2) Fake Plugin Delivery – User Execution (T1204.002)
- Victims see a legitimate-looking “Adobe plugin update” page served over valid Let’s Encrypt TLS to appear authentic.
- Clicking the prompt retrieves a signed first-stage executable tracked as STATICPLUGIN.
3) Stage-1 Loader – STATICPLUGIN (T1553.002, T1106)
- Code-signed by Chengdu Nuoxin Times Technology Co., Ltd. (GlobalSign), abused to gain trust and bypass controls.
- Uses Windows installer/COM flow to fetch an MSI disguised as
20250509.bmp, then triggers the next stage via indirect API execution.
4) Stage-2 Sideload – CANONSTAGER (T1218.011)
- MSI drops a Canon IJ Printer executable & DLL pair; DLL sideload (
cnmpaui.dll) injects attacker code under a legitimate host process.
5) Final Payload – PlugX / SOGU.SEC (T1027, T1620)
- The payload is decrypted and run entirely in memory (reflective load), avoiding file-based IOC exposure.
6) C2 & Persistence (T1071.001, T1573)
- HTTPS beacons to attacker infrastructure.
- Persistence via registry artifacts and mutexes with modular tasking typical of PlugX families.
IOC Highlights (selected)
Domains / URLs
mediareleaseupdates[.]com
https[:]//mediareleaseupdates[.]com/AdobePlugins.html
https[:]//mediareleaseupdates[.]com/style3.js
https[:]//mediareleaseupdates[.]com/AdobePlugins.exe
https[:]//mediareleaseupdates[.]com/20250509.bmp
Example hashes (SHA-256)
AdobePlugins.exe 65c42a7e...027ec124
20250509.bmp (MSI) 32998665...f3349916
cnmpaui.dll e787f64a...b1e4011
TLS Certificate
CN=mediareleaseupdates[.]com; issued by Let’s Encrypt
Comparison with Other Write-ups
| Source | What it adds |
|---|---|
| Google GTIG | Full intrusion chain, IOCs, YARA signatures, infection flow diagrams. |
| SecurityWeek (PlugX takedown) | Law-enforcement remediation context: C2 access and self-delete at scale. |
Operation Self-Delete: When Law Enforcement Flips the Script
In January 2025, U.S. and French authorities (with Sekoia.io) neutralized a Mustang Panda PlugX variant by obtaining court-approved access to a C2 server and pushing the malware’s built-in self-delete command to more than 4,200 infected U.S. systems.
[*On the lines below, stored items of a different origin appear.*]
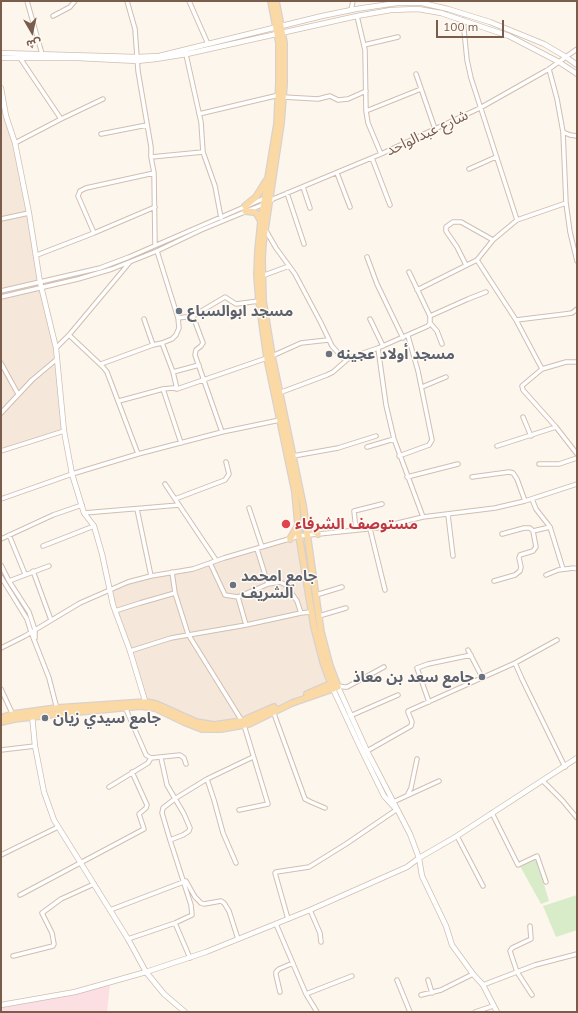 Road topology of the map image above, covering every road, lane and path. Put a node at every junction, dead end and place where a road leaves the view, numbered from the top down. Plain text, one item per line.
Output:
1 (27, 1) edge
2 (75, 1) edge
3 (127, 1) edge
4 (189, 1) edge
5 (271, 1) edge
6 (276, 1) edge
7 (353, 1) edge
8 (351, 10) junction
9 (53, 16) dead end
10 (357, 16) junction
11 (463, 20) junction
12 (278, 26) junction
13 (280, 33) junction
14 (398, 37) dead end
15 (208, 44) junction
16 (364, 46) junction
17 (577, 48) edge
18 (186, 52) junction
19 (1, 53) edge
20 (42, 54) junction
21 (566, 57) junction
22 (1, 58) edge
23 (20, 58) junction
24 (137, 59) junction
25 (559, 62) junction
26 (577, 65) edge
27 (549, 69) junction
28 (416, 74) dead end
29 (577, 74) edge
30 (1, 88) edge
31 (422, 89) junction
32 (366, 91) junction
33 (281, 96) junction
34 (103, 99) dead end
35 (480, 108) junction
36 (366, 111) junction
37 (199, 114) junction
38 (3, 116) edge
39 (61, 119) junction
40 (147, 125) junction
41 (435, 130) junction
42 (563, 132) junction
43 (101, 134) dead end
44 (577, 136) edge
45 (15, 143) junction
46 (203, 152) junction
47 (381, 154) junction
48 (151, 157) junction
49 (496, 157) junction
50 (372, 158) junction
51 (469, 169) dead end
52 (154, 173) junction
53 (337, 173) junction
54 (268, 179) junction
55 (303, 187) junction
56 (287, 193) junction
57 (268, 200) junction
58 (566, 203) junction
59 (390, 205) dead end
60 (155, 207) junction
61 (350, 207) dead end
62 (310, 208) dead end
63 (245, 209) junction
64 (29, 213) junction
65 (1, 218) edge
66 (221, 219) junction
67 (517, 220) junction
68 (261, 221) junction
69 (265, 228) junction
70 (94, 233) junction
71 (494, 240) junction
72 (304, 244) dead end
73 (155, 245) junction
74 (157, 251) junction
75 (37, 255) junction
76 (366, 257) dead end
77 (477, 260) junction
78 (130, 261) junction
79 (577, 261) edge
80 (466, 265) junction
81 (289, 266) junction
82 (409, 272) dead end
83 (262, 276) junction
84 (41, 284) junction
85 (417, 290) junction
86 (1, 291) edge
87 (486, 292) dead end
88 (1, 297) edge
89 (259, 301) junction
90 (577, 310) edge
91 (193, 316) junction
92 (430, 316) junction
93 (178, 318) junction
94 (144, 319) dead end
95 (370, 319) dead end
96 (516, 320) junction
97 (430, 323) junction
98 (69, 335) junction
99 (408, 336) junction
100 (403, 338) junction
101 (328, 340) junction
102 (162, 343) junction
103 (442, 344) dead end
104 (153, 345) junction
105 (380, 347) junction
106 (56, 348) junction
107 (269, 357) junction
108 (57, 359) junction
109 (346, 360) junction
110 (577, 362) edge
111 (1, 363) edge
112 (101, 364) junction
113 (199, 365) junction
114 (542, 369) junction
115 (173, 372) junction
116 (446, 377) dead end
117 (204, 381) junction
118 (422, 387) junction
119 (163, 389) junction
120 (177, 389) junction
121 (279, 393) junction
122 (18, 394) junction
123 (119, 401) junction
124 (1, 413) edge
125 (523, 417) dead end
126 (280, 420) junction
127 (556, 427) junction
128 (64, 431) junction
129 (222, 432) junction
130 (376, 436) dead end
131 (531, 436) junction
132 (394, 439) junction
133 (181, 443) junction
134 (497, 446) dead end
135 (367, 447) dead end
136 (1, 451) edge
137 (138, 454) junction
138 (577, 454) edge
139 (293, 456) junction
140 (400, 456) junction
141 (577, 458) edge
142 (226, 462) dead end
143 (458, 464) dead end
144 (539, 464) dead end
145 (72, 474) junction
146 (408, 477) junction
147 (472, 477) dead end
148 (165, 484) dead end
149 (577, 484) edge
150 (1, 499) edge
151 (175, 499) junction
152 (532, 499) junction
153 (525, 501) junction
154 (82, 504) junction
155 (382, 504) dead end
156 (179, 505) junction
157 (249, 508) dead end
158 (137, 509) junction
159 (84, 513) junction
160 (448, 514) junction
161 (423, 517) junction
162 (298, 522) junction
163 (305, 523) junction
164 (94, 526) junction
165 (550, 527) junction
166 (370, 529) junction
167 (356, 530) junction
168 (533, 532) junction
169 (307, 534) junction
170 (318, 534) junction
171 (502, 534) dead end
172 (8, 535) junction
173 (300, 536) junction
174 (1, 539) edge
175 (290, 539) junction
176 (43, 546) dead end
177 (262, 547) junction
178 (257, 548) junction
179 (453, 556) dead end
180 (216, 560) junction
181 (210, 563) junction
182 (1, 565) edge
183 (49, 566) dead end
184 (577, 568) edge
185 (563, 569) junction
186 (33, 571) junction
187 (172, 572) junction
188 (25, 574) junction
189 (546, 575) dead end
190 (151, 576) junction
191 (1, 577) edge
192 (9, 581) junction
193 (494, 581) dead end
194 (3, 584) edge
195 (268, 584) junction
196 (342, 587) dead end
197 (110, 590) junction
198 (385, 590) dead end
199 (175, 593) junction
200 (316, 594) junction
201 (238, 597) junction
202 (346, 608) dead end
203 (115, 611) junction
204 (311, 612) junction
205 (302, 613) junction
206 (319, 616) junction
207 (51, 620) junction
208 (246, 625) junction
209 (33, 631) junction
210 (188, 634) junction
211 (557, 640) dead end
212 (1, 648) edge
213 (468, 650) dead end
214 (130, 651) junction
215 (471, 656) junction
216 (515, 663) junction
217 (384, 667) dead end
218 (482, 677) junction
219 (334, 685) junction
220 (1, 689) edge
221 (398, 695) dead end
222 (429, 702) junction
223 (146, 704) junction
224 (125, 708) junction
225 (57, 711) junction
226 (273, 711) junction
227 (32, 714) junction
228 (14, 716) junction
229 (350, 716) junction
230 (1, 718) edge
231 (1, 722) edge
232 (243, 723) junction
233 (35, 746) junction
234 (1, 750) edge
235 (367, 751) junction
236 (253, 756) junction
237 (151, 758) junction
238 (161, 758) junction
239 (418, 759) dead end
240 (576, 760) edge
241 (186, 764) dead end
242 (565, 767) junction
243 (132, 772) junction
244 (207, 779) junction
245 (542, 781) junction
246 (439, 782) dead end
247 (109, 787) dead end
248 (407, 795) junction
249 (176, 798) junction
250 (392, 803) junction
251 (325, 808) dead end
252 (396, 809) junction
253 (239, 810) dead end
254 (492, 813) junction
255 (577, 818) edge
256 (58, 827) junction
257 (457, 836) junction
258 (170, 840) junction
259 (1, 855) edge
260 (419, 858) junction
261 (80, 863) junction
262 (236, 863) dead end
263 (183, 881) junction
264 (546, 882) dead end
265 (94, 884) junction
266 (483, 886) dead end
267 (20, 895) dead end
268 (110, 910) junction
269 (310, 910) junction
270 (288, 919) junction
271 (175, 923) junction
272 (276, 924) junction
273 (530, 926) dead end
274 (238, 939) junction
275 (128, 940) junction
276 (321, 942) dead end
277 (577, 954) edge
278 (13, 956) dead end
279 (190, 958) junction
280 (293, 963) junction
281 (146, 972) junction
282 (517, 972) junction
283 (473, 974) junction
284 (352, 976) dead end
285 (397, 980) dead end
286 (428, 980) dead end
287 (484, 985) junction
288 (280, 992) dead end
289 (432, 993) junction
290 (306, 994) junction
291 (421, 995) dead end
292 (532, 995) dead end
293 (1, 1005) edge
294 (493, 1006) junction
295 (186, 1012) edge
296 (317, 1012) edge
297 (410, 1012) edge
298 (475, 1012) edge
299 (497, 1012) edge

1 - 20 street
2 - 9 street
3 - 24 street
4 - 15 street
5 - 12 main road
6 - 12 main road
7 - 8 street
8 - 12 street
8 - 21 street
10 - 11 street
10 - 13 street
10 - 16 street
11 - 25 street
11 - 35 street
12 - 13 main road
12 - 15 street
13 - 18 street
13 - 33 main road
14 - 16 street
15 - 18 street
16 - 32 street
17 - 21 street, شارع عبدالواحد
18 - 24 street
18 - 37 street
19 - 20 street
20 - 24 street
21 - 25 street, شارع عبدالواحد
21 - 26 street
22 - 23 street
23 - 24 street
23 - 39 street
24 - 40 street
25 - 27 street, شارع عبدالواحد
25 - 29 street
27 - 35 street, شارع عبدالواحد
27 - 42 street
28 - 31 street
30 - 38 street
31 - 36 street
31 - 41 street
32 - 33 street
32 - 36 street
33 - 37 street
33 - 54 main road
33 - 57 main road
34 - 39 street
35 - 41 street, شارع عبدالواحد
35 - 49 street
36 - 47 street
37 - 46 street
38 - 45 street
39 - 45 street
40 - 43 street
40 - 48 street
41 - 47 street, شارع عبدالواحد
42 - 44 street
42 - 58 street
45 - 64 street
46 - 48 street
46 - 66 street
47 - 50 street, شارع عبدالواحد
48 - 52 street
49 - 51 street
49 - 67 street
50 - 53 street, شارع عبدالواحد
50 - 59 street
52 - 60 street
52 - 70 street
53 - 55 street, شارع عبدالواحد
53 - 61 street
54 - 57 main road
54 - 63 main road
55 - 56 street, شارع عبدالواحد
55 - 62 street
56 - 57 street, شارع عبدالواحد
56 - 72 street
57 - 63 street, شارع عبدالواحد
57 - 68 main road
57 - 69 main road
58 - 67 street
58 - 79 street
60 - 70 street
60 - 73 street
63 - 66 street, شارع عبدالواحد
63 - 68 main road
64 - 65 street
64 - 75 street
66 - 73 street
66 - 74 street
67 - 71 street
68 - 89 main road
69 - 81 street
69 - 83 main road
70 - 75 street
71 - 77 street
71 - 80 street
73 - 84 street
74 - 78 street
74 - 93 street
75 - 84 street
76 - 100 street
77 - 80 street
77 - 96 street
78 - 84 street
78 - 98 street
80 - 85 street
81 - 83 street
81 - 101 street
82 - 85 street
83 - 107 main road
84 - 86 street
84 - 88 street
84 - 106 street
85 - 92 street
87 - 92 street
89 - 91 street
89 - 107 main road
90 - 96 street
91 - 93 street
91 - 113 street
92 - 97 street
93 - 102 street
94 - 104 street
95 - 105 street
96 - 114 street
97 - 99 street
97 - 103 street
98 - 106 street
98 - 112 street
99 - 100 street
99 - 118 street
100 - 105 street
101 - 107 street
101 - 109 street
102 - 104 street
102 - 115 street
104 - 112 street
105 - 109 street
105 - 132 street
106 - 108 street
107 - 117 street
107 - 121 main road
107 - 126 main road
108 - 122 street
108 - 128 street
109 - 121 street
110 - 114 street
111 - 122 street
112 - 123 street
113 - 115 street
113 - 117 street
114 - 127 street
115 - 120 street
116 - 118 street
117 - 120 street
117 - 129 street
118 - 140 street
119 - 120 street
119 - 123 street
119 - 133 street
121 - 139 main road
122 - 124 street
123 - 137 street
125 - 131 street
126 - 129 street
126 - 162 main road
127 - 131 street
127 - 138 street
128 - 136 street
128 - 145 street
129 - 133 street
130 - 139 street
131 - 134 street
132 - 135 street
132 - 140 street
133 - 137 street
137 - 145 street
139 - 163 main road
140 - 146 street
141 - 144 street
142 - 151 street
143 - 146 street
145 - 150 street
145 - 154 street
146 - 161 street
147 - 153 street
148 - 151 street
149 - 152 street
151 - 156 street
152 - 153 street
152 - 165 street
153 - 160 street
154 - 159 street
154 - 172 street
155 - 167 street
156 - 158 street
156 - 180 street
157 - 177 street
158 - 159 street
158 - 190 street
159 - 164 street
160 - 161 street
160 - 179 street
161 - 166 street
162 - 173 main road
162 - 175 main road
163 - 169 main road
163 - 170 main road
164 - 176 street
164 - 197 street
165 - 168 street
165 - 185 street
166 - 167 street
166 - 198 street
167 - 170 street
168 - 171 street
168 - 193 street
169 - 170 street
169 - 173 street
169 - 200 main road
172 - 174 street
172 - 188 street
173 - 175 street
173 - 204 main road
175 - 177 street
177 - 178 street
178 - 180 street
178 - 195 street
180 - 181 street
181 - 187 street
181 - 201 street
182 - 192 street
183 - 186 street
184 - 185 street
185 - 189 street
186 - 188 street
186 - 207 street
187 - 190 street
187 - 199 street
188 - 192 street
190 - 197 street
191 - 194 street
192 - 209 street
194 - 209 street
195 - 201 street
195 - 205 street
196 - 200 street
197 - 203 street
197 - 207 street
199 - 203 street
199 - 210 street
200 - 206 main road
201 - 208 street
202 - 206 street
203 - 214 street
204 - 205 street
204 - 219 main road
205 - 208 street
206 - 219 main road
207 - 209 street
208 - 210 street
209 - 212 street
209 - 225 street
210 - 214 street
210 - 232 street
211 - 216 street
213 - 215 street
214 - 223 street
215 - 218 street
215 - 222 street
216 - 218 street
216 - 242 street
217 - 219 street
218 - 222 street
219 - 226 main road
219 - 229 street
219 - 232 main road
219 - 250 street
220 - 228 street
221 - 229 street
222 - 235 street
223 - 224 main road
223 - 225 main road
223 - 232 main road
224 - 225 main road
224 - 237 street
225 - 227 main road
226 - 232 main road
226 - 251 street
227 - 228 main road
227 - 233 street
228 - 230 main road
228 - 231 main road
229 - 235 street
232 - 236 street
233 - 234 street
233 - 256 street
235 - 250 street
236 - 244 street
236 - 253 street
237 - 238 street
237 - 243 street
238 - 241 street
238 - 249 street
239 - 248 street
240 - 242 street
242 - 245 street
243 - 247 street
243 - 261 street
244 - 249 street
244 - 262 street
245 - 254 street
245 - 255 street
246 - 248 street
248 - 250 street
249 - 258 street
249 - 258 street
250 - 252 street
252 - 260 street
252 - 270 street
254 - 257 street
254 - 264 street
256 - 259 street
256 - 261 street
257 - 260 street
257 - 266 street
258 - 263 street
260 - 269 street
260 - 283 street
261 - 265 street
261 - 267 street
263 - 268 street
263 - 271 street
263 - 274 street
265 - 268 street
265 - 278 street
268 - 275 street
269 - 270 street
269 - 276 street
270 - 272 street
271 - 275 street
271 - 279 street
272 - 274 street
272 - 280 street
273 - 282 street
274 - 279 street
275 - 281 street
277 - 282 street
279 - 281 street
280 - 288 street
280 - 290 street
281 - 293 street
281 - 295 street
282 - 287 street
282 - 292 street
283 - 287 street
283 - 289 street
284 - 290 street
285 - 297 street
286 - 289 street
287 - 294 street
289 - 291 street
290 - 296 street
294 - 298 street
294 - 299 street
The routine removed files, killed processes, and cleaned persistence keys, demonstrating how defender access to adversary infrastructure can enable direct remediation at scale.
- C2 intel is power: If you own the C2, you can dictate the malware’s behaviour (including self-removal).
- Know the code: “Self-delete” features can be strategically leveraged in takedowns.
- Lawful authority: Multi-month warrants enabled a phased, measured cleanup with ISP notifications.
Defender Takeaways
- Watch captive-portal flows: Unusual redirects from
gstatic.comshould trigger alerts. - Don’t trust the seal: Validate signed binaries beyond “is signed?”
- Hunt for sideload paths: Canon IJ Printer & similar vendor executables are frequent sideload targets.
- Memory-first detection: Telemetry to surface reflective loads and API-hash obfuscation.
- Plan for disruption: Track C2; where lawful, coordinate response to compel implants to remove themselves.
Conclusion
UNC6384’s “deception in depth” shows the continued maturation of PRC-nexus espionage tradecraft: infrastructure hijacks, trust subversion via code signing, and memory-resident payloads. Yet the PlugX self-delete operation underlines that defenders aren’t just reacting—given the right intelligence and authorities, they can co-opt adversary capabilities for large-scale remediation. In the immortal words of Ron Burgundy: “Stay classy, UNC6384.”